But there is another way of understanding. We do not think about the internal structure of the object, and pretend the internal structure is not there. (Maybe the internal structure really does not exist.) We try to understand an object through all its relations with all other objects.
In fact, we use all those relation to define the object. In other words, there are no objects, just relations. A collection of relations defines the notion (and all the properties) of an object.
That's it. What we just described is the category theory.
One physics example: How do we understand different phases of matter? A categorical way is to understand the phase transitions between different phases, and use the phase transition to define different phases.
The second physics example: Using wavefunction to understand our quantum world is a reductionist approach. In a categorical approach, we want to use all the physical measurements, and only measurements (measurements = correlation functions = relations), to describe quantum theory. So to categorify quantum mechanics is to abandon wavefunctions, and to only use measurable quantities to formulate the quantum mechanics.
吴咏时老师的社会学例子:范畴学的精神像马克思说过的,人这个个体是通过人和人的关系定义的。-- 来自 根源之渦
One application of the category theory is to describe the unification of matter, information, and geometry: matter <--> information --> geometry (see 物理中的近代数学 Modern mathematics in physics and 我们生活在一个量子计算机里 We live inside a qubit world ) [Note that a category is a collection of arrows (the relations) that connect objects. So matter <--> information --> geometry is a category. ]
Category theory represents a way to understand our world via relations. Category theory is a theory about the relations. 范畴学是关系学.

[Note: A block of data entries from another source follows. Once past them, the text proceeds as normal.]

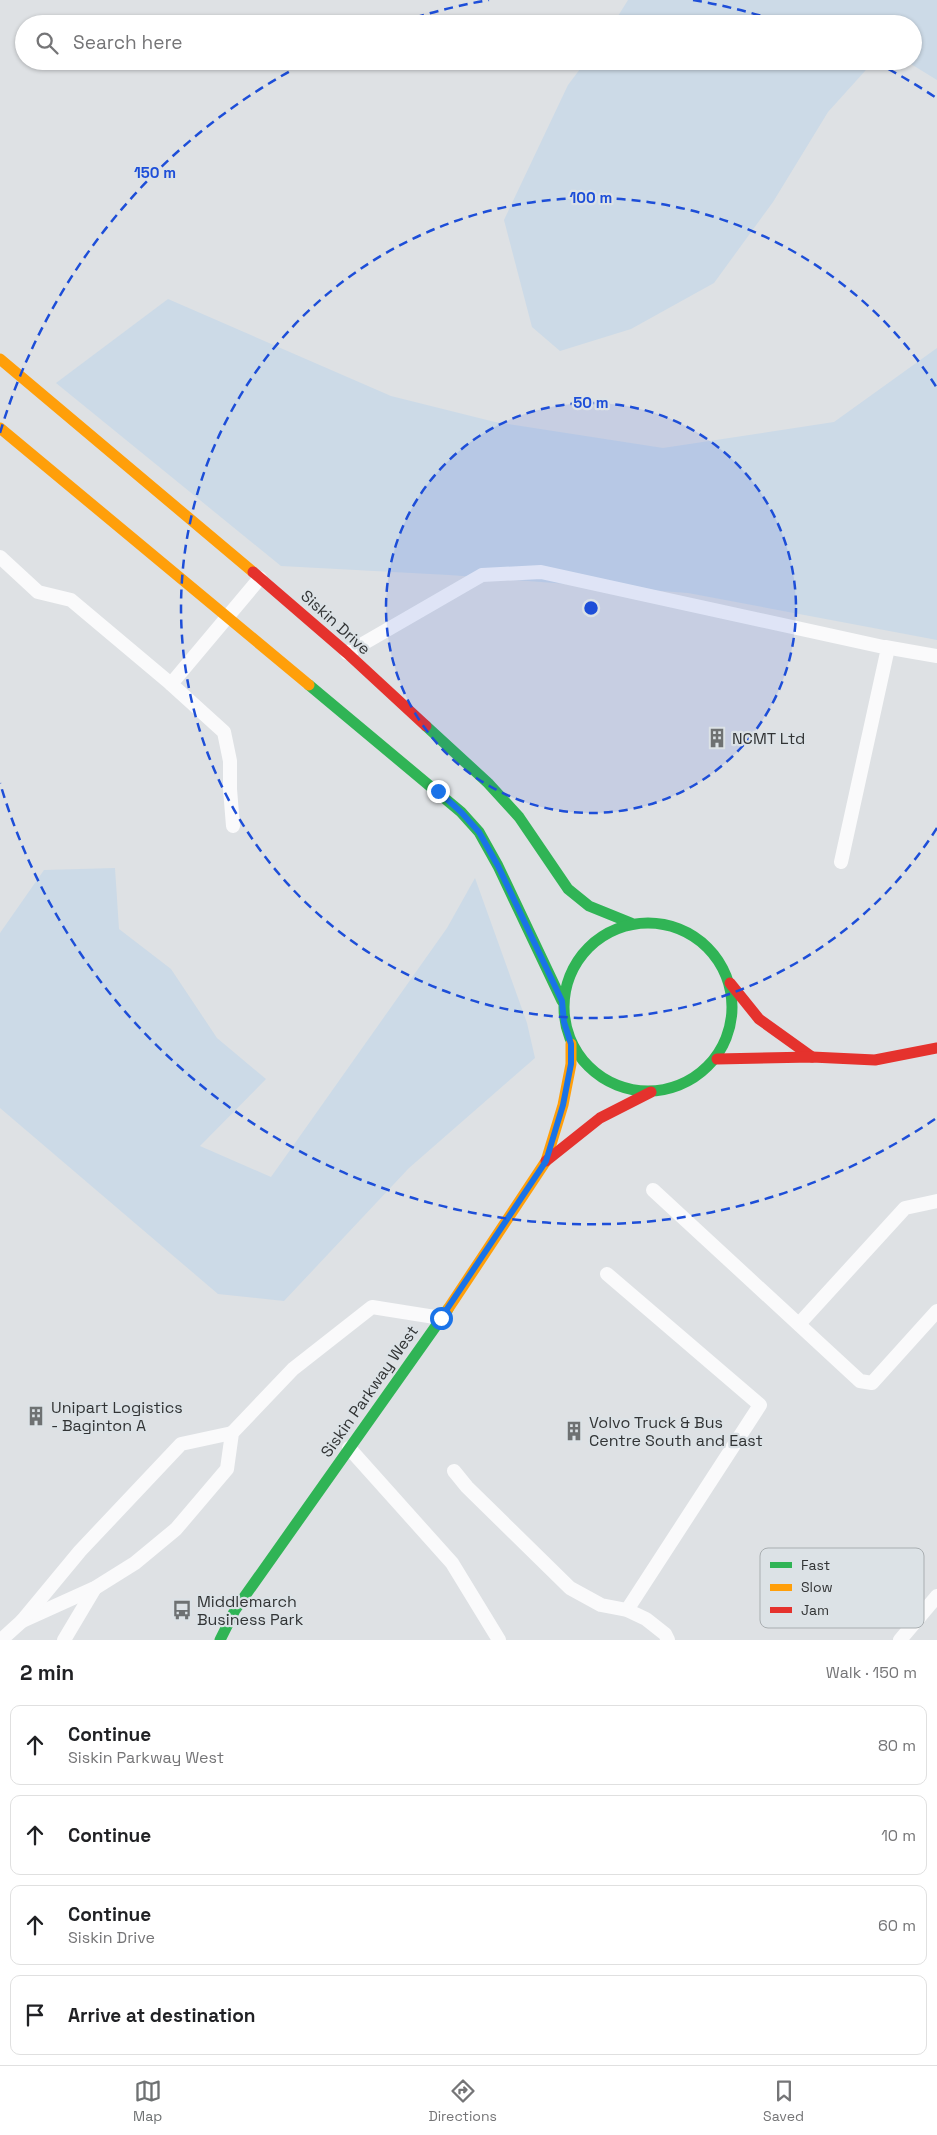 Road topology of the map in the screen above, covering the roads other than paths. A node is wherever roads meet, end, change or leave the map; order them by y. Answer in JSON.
{"nodes":[{"id":1,"x":0,"y":359,"type":"edge"},
{"id":2,"x":0,"y":428,"type":"edge"},
{"id":3,"x":0,"y":557,"type":"edge"},
{"id":4,"x":260,"y":578,"type":"junction"},
{"id":5,"x":228,"y":616,"type":"junction"},
{"id":6,"x":885,"y":647,"type":"junction"},
{"id":7,"x":347,"y":653,"type":"junction"},
{"id":8,"x":937,"y":656,"type":"edge"},
{"id":9,"x":171,"y":684,"type":"junction"},
{"id":10,"x":233,"y":826,"type":"dead end"},
{"id":11,"x":842,"y":862,"type":"dead end"},
{"id":12,"x":631,"y":923,"type":"junction"},
{"id":13,"x":730,"y":983,"type":"junction"},
{"id":14,"x":562,"y":1001,"type":"junction"},
{"id":15,"x":571,"y":1044,"type":"junction"},
{"id":16,"x":937,"y":1048,"type":"edge"},
{"id":17,"x":812,"y":1057,"type":"junction"},
{"id":18,"x":717,"y":1059,"type":"junction"},
{"id":19,"x":651,"y":1092,"type":"junction"},
{"id":20,"x":546,"y":1161,"type":"junction"},
{"id":21,"x":653,"y":1190,"type":"dead end"},
{"id":22,"x":937,"y":1201,"type":"edge"},
{"id":23,"x":607,"y":1274,"type":"dead end"},
{"id":24,"x":937,"y":1311,"type":"edge"},
{"id":25,"x":441,"y":1318,"type":"junction"},
{"id":26,"x":799,"y":1324,"type":"junction"},
{"id":27,"x":232,"y":1433,"type":"junction"},
{"id":28,"x":349,"y":1448,"type":"junction"},
{"id":29,"x":454,"y":1471,"type":"dead end"},
{"id":30,"x":95,"y":1588,"type":"junction"},
{"id":31,"x":937,"y":1596,"type":"edge"},
{"id":32,"x":627,"y":1610,"type":"junction"},
{"id":33,"x":924,"y":1611,"type":"edge"},
{"id":34,"x":22,"y":1621,"type":"junction"},
{"id":35,"x":910,"y":1628,"type":"edge"},
{"id":36,"x":2,"y":1640,"type":"edge"},
{"id":37,"x":64,"y":1640,"type":"edge"},
{"id":38,"x":220,"y":1640,"type":"edge"},
{"id":39,"x":499,"y":1640,"type":"edge"},
{"id":40,"x":668,"y":1640,"type":"edge"},
{"id":41,"x":900,"y":1640,"type":"edge"}],
"edges":[{"from":1,"to":4,"type":"street","name":"Siskin Drive"},
{"from":2,"to":5,"type":"street"},
{"from":3,"to":9,"type":"lane"},
{"from":4,"to":5,"type":"lane"},
{"from":4,"to":7,"type":"street","name":"Siskin Drive"},
{"from":5,"to":9,"type":"lane"},
{"from":5,"to":14,"type":"street"},
{"from":6,"to":7,"type":"lane"},
{"from":6,"to":8,"type":"lane"},
{"from":6,"to":11,"type":"lane"},
{"from":7,"to":12,"type":"street","name":"Siskin Drive"},
{"from":9,"to":10,"type":"lane"},
{"from":12,"to":13,"type":"street"},
{"from":12,"to":14,"type":"street"},
{"from":13,"to":17,"type":"street"},
{"from":13,"to":18,"type":"street"},
{"from":14,"to":15,"type":"street"},
{"from":15,"to":19,"type":"street"},
{"from":15,"to":20,"type":"street","name":"Siskin Parkway West"},
{"from":16,"to":17,"type":"street"},
{"from":17,"to":18,"type":"street"},
{"from":18,"to":19,"type":"street"},
{"from":19,"to":20,"type":"street","name":"Siskin Parkway West"},
{"from":20,"to":25,"type":"street","name":"Siskin Parkway West"},
{"from":21,"to":26,"type":"lane"},
{"from":22,"to":26,"type":"lane"},
{"from":23,"to":32,"type":"lane"},
{"from":24,"to":26,"type":"lane"},
{"from":25,"to":27,"type":"lane"},
{"from":25,"to":28,"type":"street","name":"Siskin Parkway West"},
{"from":27,"to":30,"type":"lane"},
{"from":27,"to":34,"type":"lane"},
{"from":28,"to":38,"type":"street","name":"Siskin Parkway West"},
{"from":28,"to":39,"type":"lane"},
{"from":29,"to":32,"type":"lane"},
{"from":30,"to":34,"type":"lane"},
{"from":30,"to":37,"type":"lane"},
{"from":31,"to":33,"type":"lane"},
{"from":32,"to":40,"type":"lane"},
{"from":34,"to":36,"type":"lane"},
{"from":35,"to":41,"type":"lane"}]} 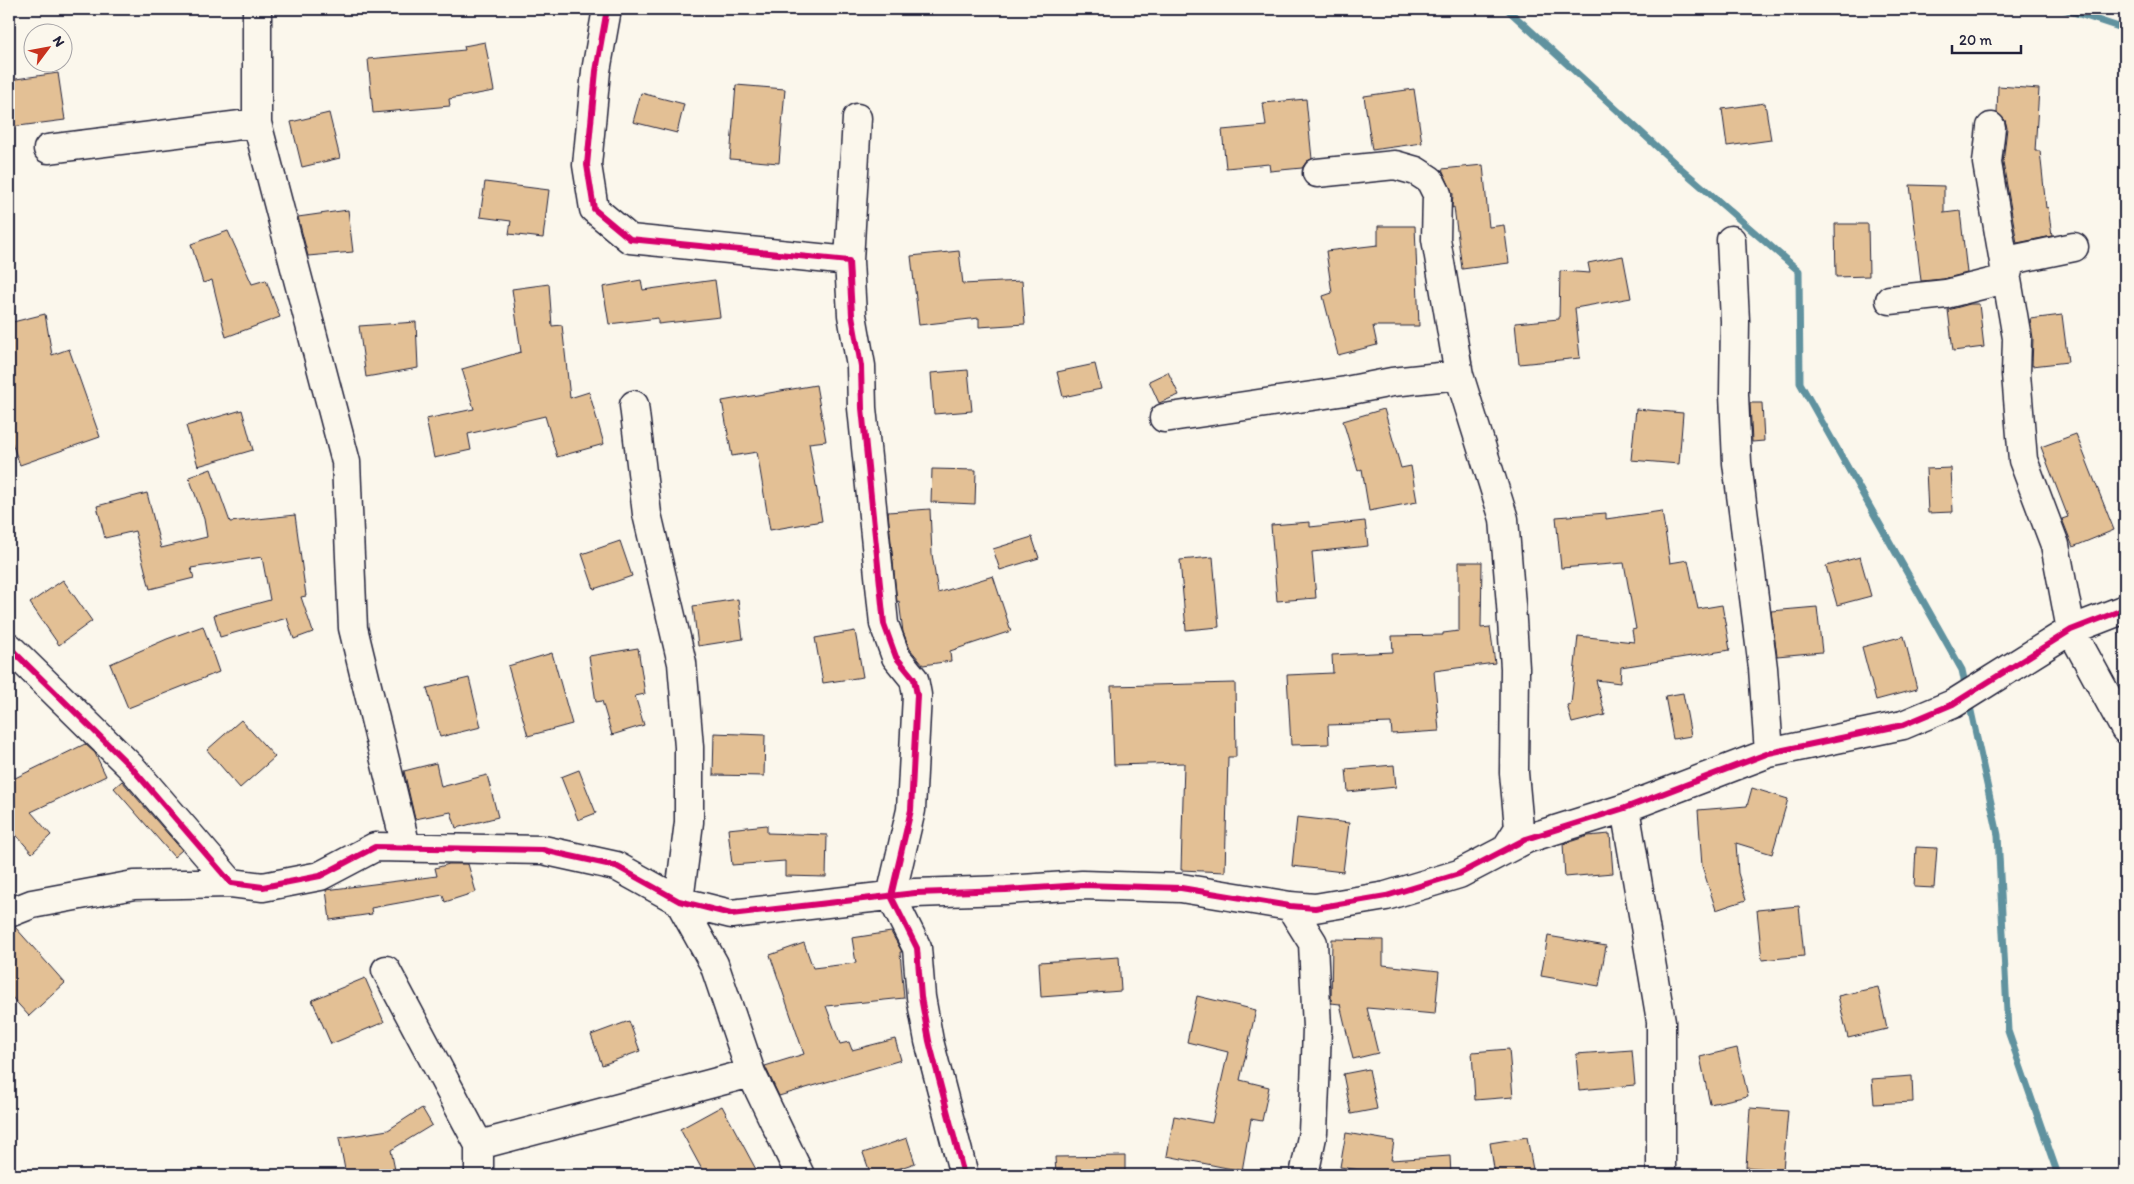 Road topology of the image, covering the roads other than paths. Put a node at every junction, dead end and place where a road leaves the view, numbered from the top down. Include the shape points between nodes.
1 (257, 9) edge
2 (607, 9) edge
3 (857, 118) dead end
4 (257, 123) junction
5 (1991, 127) dead end
6 (48, 149) dead end
7 (1317, 173) dead end
8 (1731, 240) dead end
9 (2074, 247) dead end
10 (849, 261) junction
11 (2006, 279) junction
12 (1890, 300) dead end
13 (1459, 375) junction
14 (634, 405) dead end
15 (1164, 418) dead end
16 (2125, 609) edge
17 (2071, 630) junction
18 (9, 647) edge
19 (2125, 730) edge
20 (1769, 753) junction
21 (1625, 808) junction
22 (406, 847) junction
23 (1507, 847) junction
24 (231, 883) junction
25 (891, 896) junction
26 (679, 901) junction
27 (1290, 906) junction
28 (9, 913) edge
29 (386, 970) dead end
30 (751, 1073) junction
31 (479, 1144) junction
32 (479, 1175) edge
33 (800, 1175) edge
34 (964, 1175) edge
35 (1304, 1175) edge
36 (1661, 1175) edge

1 - 4 street
2 - 10 street via 596,72 587,165 594,209 630,239
3 - 10 street
4 - 6 street
4 - 22 street via 346,462 353,628
5 - 11 street via 1987,163
7 - 13 street via 1395,165 1416,171 1430,180 1437,194 1436,239
8 - 20 street via 1737,463 1763,668
9 - 11 street via 2010,262
10 - 25 street via 884,624 896,657 914,679 917,695 911,810
11 - 12 street via 1946,294
11 - 17 street via 2017,338 2016,374 2024,460 2055,545
13 - 15 street via 1392,382
13 - 23 street via 1504,519 1512,605 1514,773 1519,828
14 - 26 street via 647,514 682,663 689,747 689,822
16 - 17 street
17 - 19 street
17 - 20 street via 1953,704 1903,725
18 - 24 street via 132,768
20 - 21 street
21 - 23 street
21 - 36 street via 1661,1021
22 - 24 street via 375,847 320,876 263,887
22 - 26 street via 542,850 616,866
23 - 27 street via 1459,874 1386,896 1315,908
24 - 28 street via 134,885 32,904
25 - 26 street via 731,914
25 - 27 street via 1082,885 1181,888
25 - 34 street via 917,948 920,997 929,1041
26 - 30 street via 714,964
27 - 35 street via 1313,943 1315,1086 1313,1132
29 - 31 street
30 - 31 street
30 - 33 street
31 - 32 street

(For a mathematical point of view, see Why do we need category theory? )
(A real mathematical definition of category.)
A story: My own experience of learning category theory
During our work on string-net condensation in 2004, we realized that string-net condensation and tensor category are closely related. So I tried to learn tensor category from a math textbook. After reading a few sentences, I saw a word "morphism" which I did not know what does it mean. So I skipped it. But a few sentences later, "morphism" appeared again and I skipped it again. Then in the next sentence, I was hit by "morphism" the third time. I gave up, before going through half page of the textbook.
Later, I attended many lectures/talks by my mathematician friends, about the arrows and points. I felt I understood something during the lectures, but a few hours later, I forgot everything, and I still did not get it. But after each lecture, I gained a little more understanding. It took me 10 years to get to the level of understanding represented by this article, which is pretty simple. I wonder why it took me so long?!